# Unit 5 Family Materials

Introduction to Exponential Functions

### Introduction to Exponential Functions

In this unit, your student is introduced to exponential relationships. Earlier, your student studied what mathematicians call linear relationships, where they start with a quantity and add or subtract the same amount repeatedly. In an exponential relationship, they start with a quantity and multiply by the same amount repeatedly.

Exponential relationships are represented by equations in the form $$y=a\boldcdot b^x$$, where $$a$$ is the quantity you start with, $$b$$ is the growth factor that you are going to multiply it by, and $$x$$ is how many times you are going to multiply by $$b$$. If $$b$$ is bigger than 1, the amount is growing and if $$b$$ is less than 1, the amount is shrinking. When $$b$$ is equal to 1, the amount is staying the same.

If you start with 50 bees in your apiary (bee garden), and the number of bees doubles each year, how many bees would you have in 5 years? Let $$y$$ represent the number of bees and $$x$$ represent time in years.
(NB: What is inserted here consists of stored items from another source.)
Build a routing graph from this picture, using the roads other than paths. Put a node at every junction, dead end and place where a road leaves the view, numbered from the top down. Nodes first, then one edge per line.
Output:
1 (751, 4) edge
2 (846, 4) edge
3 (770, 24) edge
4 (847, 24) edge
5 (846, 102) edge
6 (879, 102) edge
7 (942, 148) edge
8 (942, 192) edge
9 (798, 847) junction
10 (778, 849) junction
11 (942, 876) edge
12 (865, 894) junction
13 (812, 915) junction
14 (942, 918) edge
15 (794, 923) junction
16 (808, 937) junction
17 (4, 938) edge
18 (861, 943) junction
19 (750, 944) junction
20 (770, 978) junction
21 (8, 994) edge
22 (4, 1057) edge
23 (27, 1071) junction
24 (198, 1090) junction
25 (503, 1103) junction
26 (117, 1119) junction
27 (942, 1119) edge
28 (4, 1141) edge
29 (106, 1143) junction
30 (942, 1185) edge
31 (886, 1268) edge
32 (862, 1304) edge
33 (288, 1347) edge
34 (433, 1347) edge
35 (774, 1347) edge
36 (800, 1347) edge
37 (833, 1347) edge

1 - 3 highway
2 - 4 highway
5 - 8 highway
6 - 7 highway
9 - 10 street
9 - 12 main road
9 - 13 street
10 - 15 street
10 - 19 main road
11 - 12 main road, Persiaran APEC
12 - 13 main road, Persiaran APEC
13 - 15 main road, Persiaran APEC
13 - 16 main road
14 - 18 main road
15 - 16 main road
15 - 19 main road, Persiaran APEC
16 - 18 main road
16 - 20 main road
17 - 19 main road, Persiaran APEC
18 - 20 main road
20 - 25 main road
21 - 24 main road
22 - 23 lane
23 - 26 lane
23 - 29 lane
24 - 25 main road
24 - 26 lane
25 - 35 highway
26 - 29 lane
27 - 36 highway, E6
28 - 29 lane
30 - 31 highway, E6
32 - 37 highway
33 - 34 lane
The starting amount is 50 bees and the multiplier is 2.

\begin{align} y &= a\boldcdot b^x \\ &= 50\boldcdot2^5 \\ &= 50\boldcdot2\boldcdot2\boldcdot2\boldcdot2\boldcdot2\\ &= 1,\!600 \text{ bees after 5 years} \end{align}

While multiplication works well for a situation like this, where we are multiplying by 2 five times, a graph can be a useful tool. If you wanted to know how many bees you would have in 10 years, you could graph $$y = 50\boldcdot 2^x$$ and see how many bees there are in 10 years.

Graphing is especially helpful when looking a long way into the future or when you want to know when something will happen, like when the bee population will reach 1 million.

Here is a task to try with your student: Florida is having a problem with a toxic green algae that is floating on their waterways, contaminating the water and killing the marine life. Kiran lives on a small lake in south Florida. One day he noticed the algae floating on a 3 square meter area of the lake. A month later, the algae had doubled in size, growing to 6 square meters.

1. If the doubling pattern continues, how many square meters of the lake will be covered in algae in 4 months?
2. If the surface area of the lake is about 1,500 square meters, after how many months will the entire lake be covered?

Solution: 1. This can be solved using a variety of strategies. You could use a table, an equation, or a graph.

time (months) area (square meters)
0 3
1 6
2 12
3 24
4 48

Let $$x$$ represent the time in months and $$y$$ represent the area in square meters. $$y=3\boldcdot2^x$$. Substitute 4 for $$x$$ and solve for $$y$$, which yields 48.

2. Just as with part A, there are several strategies for finding when the algae will cover the whole lake. Extending the graph, adding the graph of $$y = 1,\!500$$, and finding where they intersect is a nice way to find the month. In just under 9 months, the algae will cover 1,500 square meters of the lake.